The sick part is that the guys behind this purport to be all about data. They are forever throwing out assertions that start, like Duncan's did, with the words "We know . . . ," but they simply do not know. They conflate knowing with believing. As a teacher, as a person who wants what's best for young children, I want to really know. I have my beliefs and ideas and ideologies like everyone else, but when it comes right down to it, what I do in the classroom is ultimately based upon what science tells us is best for children intellectually, emotionally, socially, and physically. Yet here are these guys with deep pockets and positions of great power who are worshipers at the alter of "free markets" (as if free markets have ever existed) hell bent on subjecting our children to the cruelty of competition, standardization, and punishment and reward, you know, for their own good, even if it robs them of their childhood and kills their joy of learning.

I've been struggling with this for some time.

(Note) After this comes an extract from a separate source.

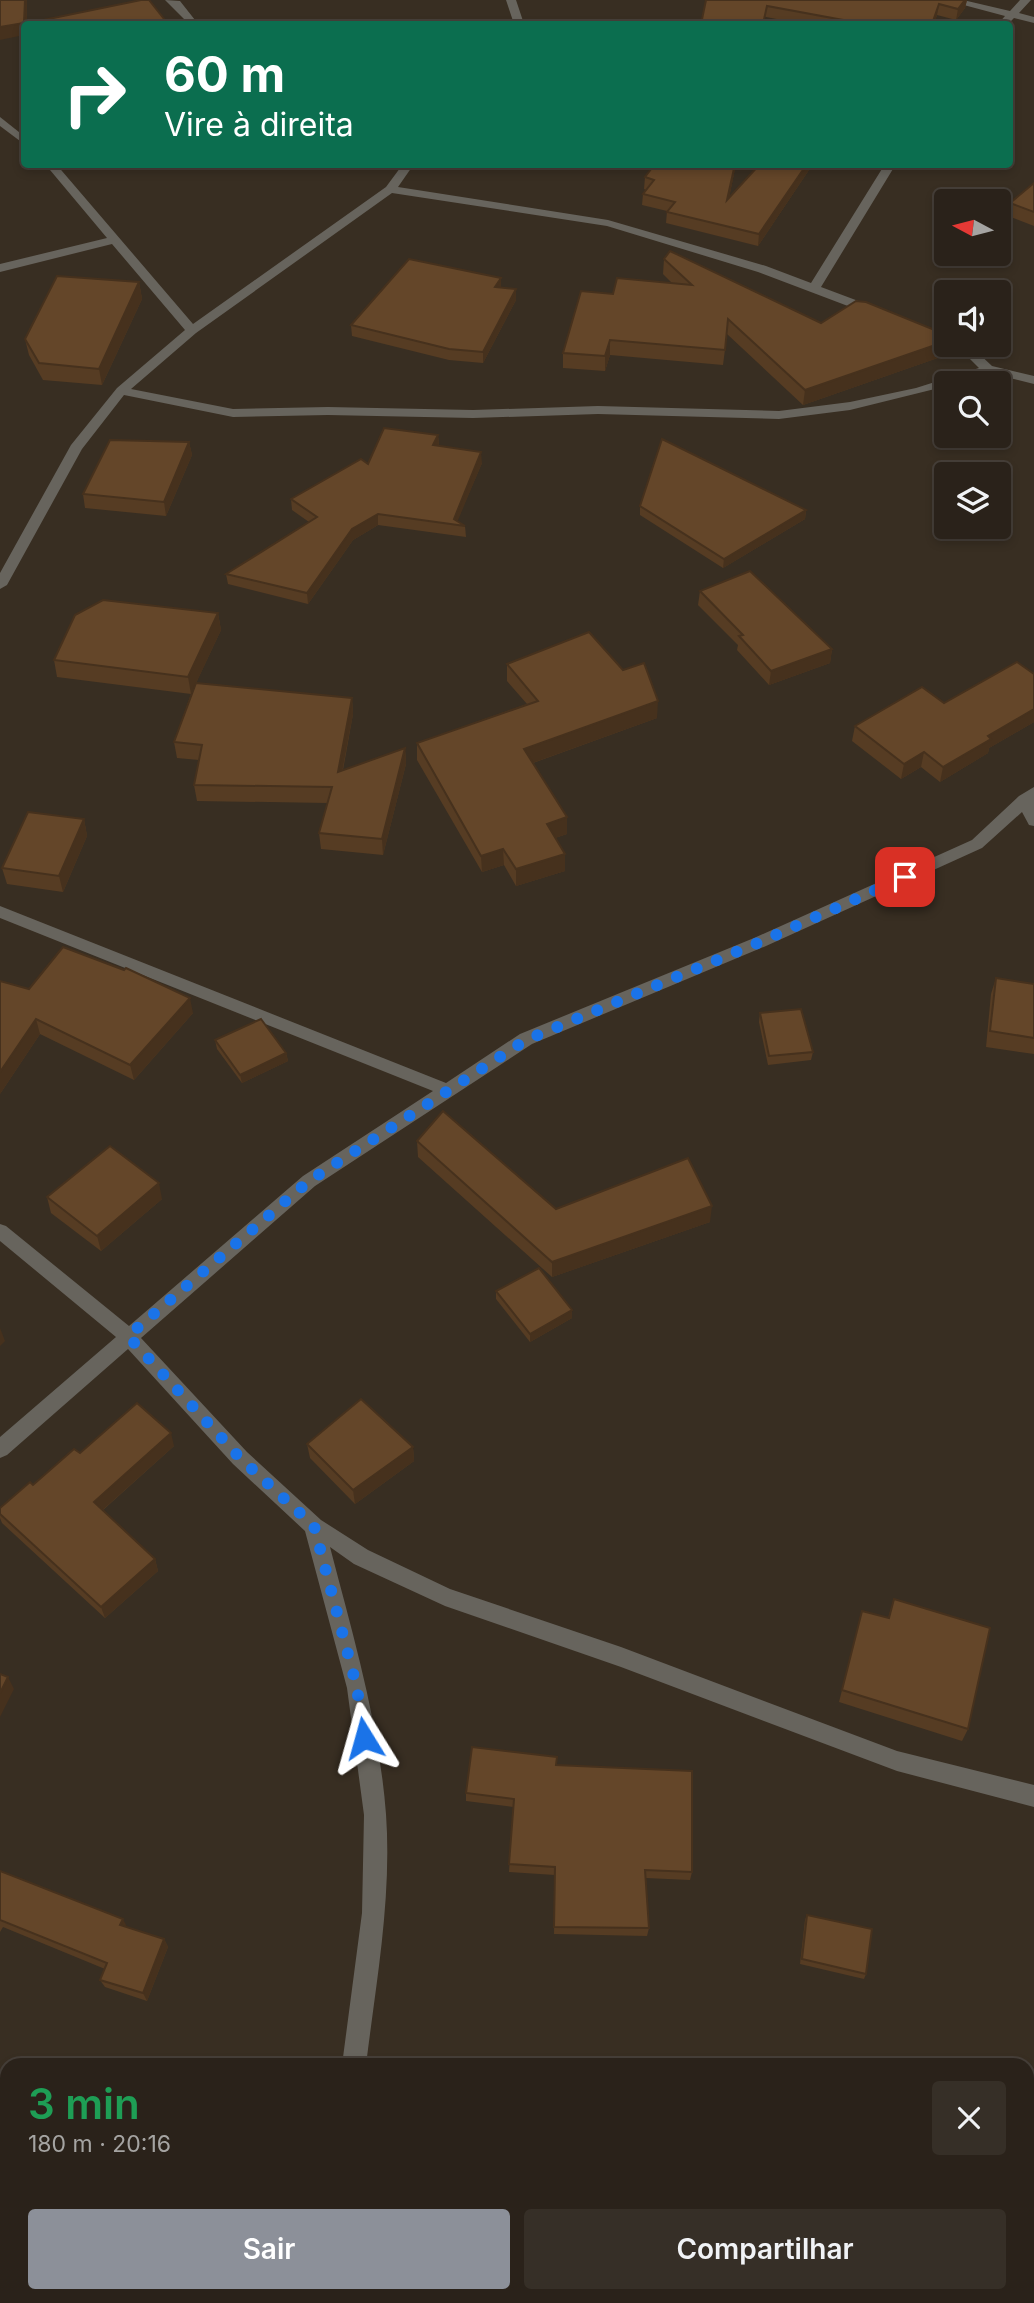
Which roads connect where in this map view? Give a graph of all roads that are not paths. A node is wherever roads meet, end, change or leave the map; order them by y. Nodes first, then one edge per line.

How can we get through to these guys? I started with the hope that they would respond to reason.

For instance, much of the rationale for this corporate "reform" push comes from the US's middling scores on the international PISA tests and the resulting fear that "the Chinese are beating us." Of course, Finland is beating us too, regularly joining the Chinese at the top of the charts. So why is it that these guys are seeking to emulate the Chinese model of romanticized suffering instead of the much more humane and effective methods of the Finns? They do this even as the communist dictatorship of China is backing away from its drill-and-kill methods in favor of "schools that follow sound education principles" and that "respect . . .  students' physical and psychological development." Why are they ignoring the lessons of the democratic nation of Finland, a nation with a civic culture much more similar to the US, in favor of the admittedly failed methods of the dictatorial Chinese?

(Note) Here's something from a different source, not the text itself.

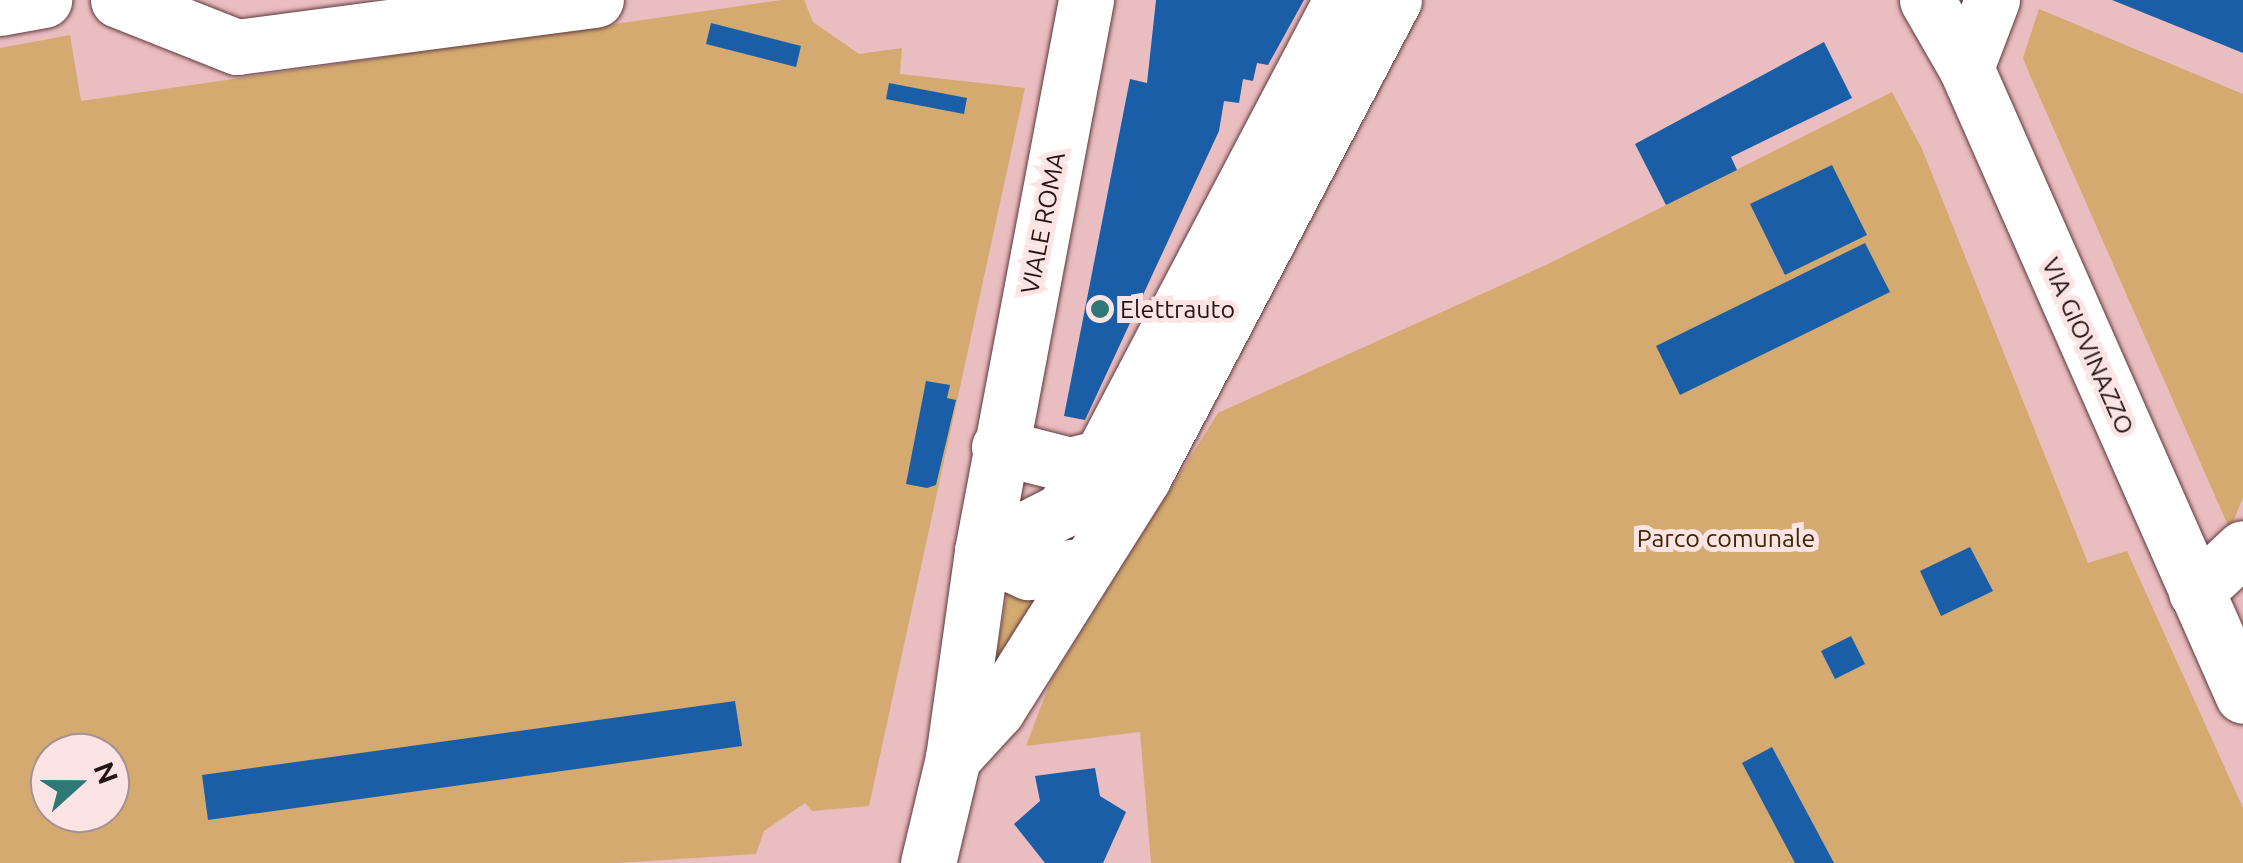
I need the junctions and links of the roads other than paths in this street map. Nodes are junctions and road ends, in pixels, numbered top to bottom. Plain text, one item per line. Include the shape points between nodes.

But reason is ineffective when it comes to ideologues. 

This has been a frustrating thing for me these past several years as I've become increasingly involved in the pushback against those who would turn our schools into institutions of vocational training at the expense of everything else. The primary focus of the Finn's educational system is on equity, community, and citizenship, and that, after all, is the primary function of education in a democracy. The rest of their education success comes from that. And that is the sort of schools for which I am fighting.

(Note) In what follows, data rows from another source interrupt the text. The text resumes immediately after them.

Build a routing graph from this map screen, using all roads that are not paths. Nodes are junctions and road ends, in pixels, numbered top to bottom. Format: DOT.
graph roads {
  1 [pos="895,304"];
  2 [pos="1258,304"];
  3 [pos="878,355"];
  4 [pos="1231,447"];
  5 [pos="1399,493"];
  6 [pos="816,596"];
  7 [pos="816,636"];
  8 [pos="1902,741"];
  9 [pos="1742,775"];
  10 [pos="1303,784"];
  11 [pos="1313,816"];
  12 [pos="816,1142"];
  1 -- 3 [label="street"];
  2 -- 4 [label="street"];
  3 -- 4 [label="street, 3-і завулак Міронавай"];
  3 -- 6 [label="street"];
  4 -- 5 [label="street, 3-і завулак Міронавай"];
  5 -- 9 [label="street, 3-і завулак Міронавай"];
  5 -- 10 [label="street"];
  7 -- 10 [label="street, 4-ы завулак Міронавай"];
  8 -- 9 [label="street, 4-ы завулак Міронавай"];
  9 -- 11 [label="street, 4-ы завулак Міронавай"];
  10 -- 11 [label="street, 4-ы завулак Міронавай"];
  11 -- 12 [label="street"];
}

Let corporations train their own damn workers. Our schools have more important work to do. And that, at bottom, is why I think these corporate "reformers" are so focused on creating Dickensian schools: they hope it results in the sorts of workers they are seeking to fill their cubicles. Fine. I'm an adult. I can chose to not take part, but forcing it on our children, even our children with special needs, that's pure cruelty, which sadly, seems to be the new American way.

I will be on the doorstep of the Gates Foundation this evening fighting for a different America, one based upon the democratic ideals of equality rather than the corporate ideology of cruelty.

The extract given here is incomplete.